In Brazil, depending on the geographical region, dogs from rural areas are infested by different Amblyomma species, including Amblyomma ovale, Amblyomma aureolatum, Amblyomma tigrinum and Amblyomma cajennense (LABRUNA et al., 2000, 2001; LABRUNA; CAMPOS PEREIRA, 2001).

During a study on hepatozoonosis in two rural areas of the state of Rio de Janeiro, Forlano et al. (2005) found Hepatozoon-infected dogs that were naturally infested with A. cajennense, A. ovale, A. aureolatum and R. sanguineus . These ticks were collected and searched for the presence of oocysts; only one specimen of A. ovale had oocysts, in the hemocoel, which resembled H. canis. A dog that was orally inoculated with macerate of A. ovale became infected with the hemoparasite, as demonstrated by gametocytes in the peripheral blood 63 days after inoculation. In another study, Rubini et al. (2009) created an infestation of adult A. ovale ticks in dogs that were naturally infected with H. canis. Three puppies were orally inoculated with ticks that had been fed on infected dogs, and one of the puppies became positive, with the presence of gametocytes in peripheral blood, after 32 days. Hemolymph smears were prepared from 50% of the ticks fed on positive dogs. It was found that two females presented oocysts in hemocoel, one and four days after feeding (Figure 3). Both of these studies demonstrated that A. ovale may participate as a vector for H. canis in rural areas of Brazil. The Brazilian H. canis life cycle can be seen at Figure 4.

During a study to determine the prevalence of hepatozoonosis and its possible tick vectors, in rural dogs in the municipality of Uberlândia, Minas Gerais, Brazil, De Miranda et al. (2011) detected the presence of H. canis oocysts in Rhipicephalus (Boophilus) microplus collected from an infected dog. This suggested that this tick species might play a role in the transmission of H. canis to dogs, although the extent of this role in the natural cycle of H. canis still needs to be evaluated, since the preferred host of R. microplus is cattle and not dogs.

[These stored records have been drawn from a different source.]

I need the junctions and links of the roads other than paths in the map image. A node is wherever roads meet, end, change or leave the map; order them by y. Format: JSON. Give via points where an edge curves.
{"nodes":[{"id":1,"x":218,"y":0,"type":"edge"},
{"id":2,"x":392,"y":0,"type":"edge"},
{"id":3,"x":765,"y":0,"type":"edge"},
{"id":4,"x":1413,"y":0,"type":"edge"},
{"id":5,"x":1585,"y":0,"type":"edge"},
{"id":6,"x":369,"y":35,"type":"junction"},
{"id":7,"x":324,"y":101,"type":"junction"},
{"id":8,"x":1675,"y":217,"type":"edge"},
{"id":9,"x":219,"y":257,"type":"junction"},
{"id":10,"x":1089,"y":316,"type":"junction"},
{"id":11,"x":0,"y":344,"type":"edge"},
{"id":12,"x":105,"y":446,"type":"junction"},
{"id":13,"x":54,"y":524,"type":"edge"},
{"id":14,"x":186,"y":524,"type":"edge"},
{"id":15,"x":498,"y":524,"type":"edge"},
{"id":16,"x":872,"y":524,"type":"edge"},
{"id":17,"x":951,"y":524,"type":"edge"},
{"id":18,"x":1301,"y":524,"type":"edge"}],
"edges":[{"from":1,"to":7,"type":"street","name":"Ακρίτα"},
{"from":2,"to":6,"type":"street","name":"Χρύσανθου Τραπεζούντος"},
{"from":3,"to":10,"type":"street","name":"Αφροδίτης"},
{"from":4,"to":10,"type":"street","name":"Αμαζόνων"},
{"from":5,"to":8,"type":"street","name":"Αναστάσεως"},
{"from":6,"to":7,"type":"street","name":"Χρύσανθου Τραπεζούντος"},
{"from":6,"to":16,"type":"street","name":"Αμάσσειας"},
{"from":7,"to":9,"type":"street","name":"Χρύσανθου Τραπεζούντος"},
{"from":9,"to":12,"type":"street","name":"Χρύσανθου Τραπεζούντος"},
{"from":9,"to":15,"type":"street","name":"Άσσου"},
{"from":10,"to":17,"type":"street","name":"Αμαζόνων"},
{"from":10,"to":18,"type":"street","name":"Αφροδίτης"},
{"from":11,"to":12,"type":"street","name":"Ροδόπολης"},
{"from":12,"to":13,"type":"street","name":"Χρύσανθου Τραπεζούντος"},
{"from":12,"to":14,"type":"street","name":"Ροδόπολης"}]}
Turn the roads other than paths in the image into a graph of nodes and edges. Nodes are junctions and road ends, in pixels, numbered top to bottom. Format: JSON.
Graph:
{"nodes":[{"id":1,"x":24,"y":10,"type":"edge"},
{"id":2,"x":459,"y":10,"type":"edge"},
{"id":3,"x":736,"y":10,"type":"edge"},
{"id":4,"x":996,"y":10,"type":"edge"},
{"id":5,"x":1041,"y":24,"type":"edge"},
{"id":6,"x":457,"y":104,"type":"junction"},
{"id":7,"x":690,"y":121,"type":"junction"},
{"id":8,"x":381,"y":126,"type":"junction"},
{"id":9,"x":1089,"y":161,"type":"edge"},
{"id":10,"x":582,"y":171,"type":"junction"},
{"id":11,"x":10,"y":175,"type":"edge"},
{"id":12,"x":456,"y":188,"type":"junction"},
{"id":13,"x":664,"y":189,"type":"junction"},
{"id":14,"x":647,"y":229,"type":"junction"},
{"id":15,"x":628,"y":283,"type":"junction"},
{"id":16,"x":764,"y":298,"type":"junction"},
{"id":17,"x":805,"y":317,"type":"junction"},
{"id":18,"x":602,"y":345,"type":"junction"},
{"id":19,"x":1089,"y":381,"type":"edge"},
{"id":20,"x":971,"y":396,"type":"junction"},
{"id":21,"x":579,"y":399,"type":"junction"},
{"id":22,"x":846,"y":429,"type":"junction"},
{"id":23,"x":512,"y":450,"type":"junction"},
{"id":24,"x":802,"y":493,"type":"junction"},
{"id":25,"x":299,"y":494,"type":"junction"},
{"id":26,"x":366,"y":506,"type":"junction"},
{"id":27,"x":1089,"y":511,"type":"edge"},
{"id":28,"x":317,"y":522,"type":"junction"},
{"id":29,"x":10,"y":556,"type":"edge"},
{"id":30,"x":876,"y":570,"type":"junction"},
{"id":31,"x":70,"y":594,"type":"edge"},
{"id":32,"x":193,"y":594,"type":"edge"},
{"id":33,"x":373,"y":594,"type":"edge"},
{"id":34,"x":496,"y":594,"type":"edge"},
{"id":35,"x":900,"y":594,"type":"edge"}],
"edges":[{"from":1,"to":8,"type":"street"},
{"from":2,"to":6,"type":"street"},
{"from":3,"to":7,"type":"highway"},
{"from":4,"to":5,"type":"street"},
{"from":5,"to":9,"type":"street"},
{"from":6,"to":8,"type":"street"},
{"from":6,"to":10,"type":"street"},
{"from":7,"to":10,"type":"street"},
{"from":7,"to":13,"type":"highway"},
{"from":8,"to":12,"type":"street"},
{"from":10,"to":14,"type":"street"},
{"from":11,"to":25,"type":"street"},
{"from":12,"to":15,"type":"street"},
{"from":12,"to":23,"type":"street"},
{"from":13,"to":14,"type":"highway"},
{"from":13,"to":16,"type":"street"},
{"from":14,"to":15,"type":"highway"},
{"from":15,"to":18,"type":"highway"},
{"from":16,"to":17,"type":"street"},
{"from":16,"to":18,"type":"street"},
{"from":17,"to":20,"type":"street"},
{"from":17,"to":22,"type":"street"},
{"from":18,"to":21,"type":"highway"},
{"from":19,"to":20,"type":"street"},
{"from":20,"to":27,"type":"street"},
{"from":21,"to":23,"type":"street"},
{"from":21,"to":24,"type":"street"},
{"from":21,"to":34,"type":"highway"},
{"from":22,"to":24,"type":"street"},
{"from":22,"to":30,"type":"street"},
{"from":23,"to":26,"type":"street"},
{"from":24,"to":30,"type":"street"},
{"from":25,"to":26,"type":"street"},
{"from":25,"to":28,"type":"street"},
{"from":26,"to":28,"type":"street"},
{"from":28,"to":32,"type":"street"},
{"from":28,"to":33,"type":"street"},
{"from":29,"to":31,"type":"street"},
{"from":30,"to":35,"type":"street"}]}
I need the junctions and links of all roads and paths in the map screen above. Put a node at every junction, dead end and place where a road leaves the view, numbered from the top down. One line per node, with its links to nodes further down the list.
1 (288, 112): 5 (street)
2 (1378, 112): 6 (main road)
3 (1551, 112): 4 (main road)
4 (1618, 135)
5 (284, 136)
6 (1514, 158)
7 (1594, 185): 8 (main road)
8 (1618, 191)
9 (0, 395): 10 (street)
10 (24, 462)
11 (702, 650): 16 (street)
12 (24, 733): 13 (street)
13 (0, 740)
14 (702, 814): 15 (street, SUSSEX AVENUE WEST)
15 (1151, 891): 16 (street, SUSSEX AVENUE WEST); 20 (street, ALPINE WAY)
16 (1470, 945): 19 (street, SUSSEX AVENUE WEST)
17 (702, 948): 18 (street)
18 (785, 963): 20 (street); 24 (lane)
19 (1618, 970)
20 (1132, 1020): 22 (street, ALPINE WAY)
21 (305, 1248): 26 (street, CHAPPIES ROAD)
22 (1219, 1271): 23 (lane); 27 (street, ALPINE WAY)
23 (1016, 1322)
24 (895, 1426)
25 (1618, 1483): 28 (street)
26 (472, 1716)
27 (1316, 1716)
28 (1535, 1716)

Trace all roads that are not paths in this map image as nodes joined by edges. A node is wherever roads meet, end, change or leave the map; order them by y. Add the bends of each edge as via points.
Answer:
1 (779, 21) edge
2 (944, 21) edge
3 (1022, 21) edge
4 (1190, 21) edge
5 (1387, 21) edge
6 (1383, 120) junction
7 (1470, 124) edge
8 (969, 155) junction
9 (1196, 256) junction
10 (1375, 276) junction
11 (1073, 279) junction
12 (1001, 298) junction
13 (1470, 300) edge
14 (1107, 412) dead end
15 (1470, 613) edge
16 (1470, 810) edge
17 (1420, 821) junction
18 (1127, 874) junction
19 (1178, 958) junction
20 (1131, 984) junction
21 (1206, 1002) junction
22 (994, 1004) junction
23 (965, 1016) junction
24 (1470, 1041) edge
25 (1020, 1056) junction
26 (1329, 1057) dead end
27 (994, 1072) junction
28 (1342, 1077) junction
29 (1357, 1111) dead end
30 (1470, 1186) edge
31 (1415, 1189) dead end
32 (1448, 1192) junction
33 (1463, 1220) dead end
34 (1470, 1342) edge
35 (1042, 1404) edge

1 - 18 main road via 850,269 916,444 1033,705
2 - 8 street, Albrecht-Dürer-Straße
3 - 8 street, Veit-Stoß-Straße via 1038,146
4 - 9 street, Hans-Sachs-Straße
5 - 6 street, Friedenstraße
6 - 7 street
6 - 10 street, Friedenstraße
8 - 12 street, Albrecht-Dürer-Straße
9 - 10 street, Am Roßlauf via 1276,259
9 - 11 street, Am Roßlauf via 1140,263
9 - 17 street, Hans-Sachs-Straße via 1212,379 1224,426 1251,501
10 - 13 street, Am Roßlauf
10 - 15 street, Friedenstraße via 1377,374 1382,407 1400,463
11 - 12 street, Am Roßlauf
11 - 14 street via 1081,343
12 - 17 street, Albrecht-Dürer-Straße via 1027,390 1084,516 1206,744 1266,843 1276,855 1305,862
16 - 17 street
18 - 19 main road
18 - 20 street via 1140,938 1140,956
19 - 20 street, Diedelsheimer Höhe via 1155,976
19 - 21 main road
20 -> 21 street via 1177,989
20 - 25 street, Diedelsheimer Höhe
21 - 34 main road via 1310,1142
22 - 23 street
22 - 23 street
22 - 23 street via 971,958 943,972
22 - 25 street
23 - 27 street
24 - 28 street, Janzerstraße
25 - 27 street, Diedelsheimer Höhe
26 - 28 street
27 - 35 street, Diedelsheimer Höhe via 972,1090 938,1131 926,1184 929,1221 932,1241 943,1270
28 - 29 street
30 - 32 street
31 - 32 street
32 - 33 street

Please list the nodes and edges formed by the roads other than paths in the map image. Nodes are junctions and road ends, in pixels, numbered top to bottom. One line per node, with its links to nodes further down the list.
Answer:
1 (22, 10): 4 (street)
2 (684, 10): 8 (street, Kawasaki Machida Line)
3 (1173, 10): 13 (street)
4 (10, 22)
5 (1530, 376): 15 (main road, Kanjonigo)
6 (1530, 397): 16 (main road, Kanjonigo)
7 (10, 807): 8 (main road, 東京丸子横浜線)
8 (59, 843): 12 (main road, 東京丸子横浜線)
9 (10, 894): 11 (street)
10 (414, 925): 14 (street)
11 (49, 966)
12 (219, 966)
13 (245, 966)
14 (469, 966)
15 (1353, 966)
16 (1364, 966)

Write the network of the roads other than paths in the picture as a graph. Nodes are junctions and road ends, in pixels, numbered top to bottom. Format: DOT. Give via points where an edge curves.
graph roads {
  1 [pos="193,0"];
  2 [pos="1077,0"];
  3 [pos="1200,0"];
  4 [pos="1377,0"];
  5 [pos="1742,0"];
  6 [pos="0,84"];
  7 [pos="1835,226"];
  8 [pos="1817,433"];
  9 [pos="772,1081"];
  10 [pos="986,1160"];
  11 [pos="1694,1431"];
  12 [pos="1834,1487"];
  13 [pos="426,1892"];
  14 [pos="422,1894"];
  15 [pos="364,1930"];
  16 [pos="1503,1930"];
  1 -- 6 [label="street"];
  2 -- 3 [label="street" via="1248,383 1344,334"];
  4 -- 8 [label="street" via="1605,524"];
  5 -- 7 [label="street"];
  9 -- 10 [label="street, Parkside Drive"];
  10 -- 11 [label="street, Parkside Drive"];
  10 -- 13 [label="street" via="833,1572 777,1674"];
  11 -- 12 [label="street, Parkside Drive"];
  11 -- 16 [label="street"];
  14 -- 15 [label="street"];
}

So far, there have not been any reports of the presence of R. sanguineus in Brazil, either naturally or experimentally infected with H. canis (FORLANO et al., 2005; GOMES et al., 2010), although this tick species is considered to be the main vector (BANETH et al., 2007).

Gomes et al. (2010) evaluated H. canis infection in 300 dogs from urban areas of Uberlândia and found that 26% of the dogs were infested with R. sanguineus and 7.66% were infected with Hepatozoon sp. The ticks were found in 43.5% of the infected dogs and no significant association was found between tick infestation and H. canis infection (p > 0.05). All ticks collected from the dogs were examined for the presence of H. canis oocysts, and no stages of the parasites were found.

In metropolitan Recife, Brazil, R. sanguineus was the only species found parasitizing dogs, and this was associated with the low frequency of H. canis-infected dogs (0.48%) (RAMOS et al., 2010).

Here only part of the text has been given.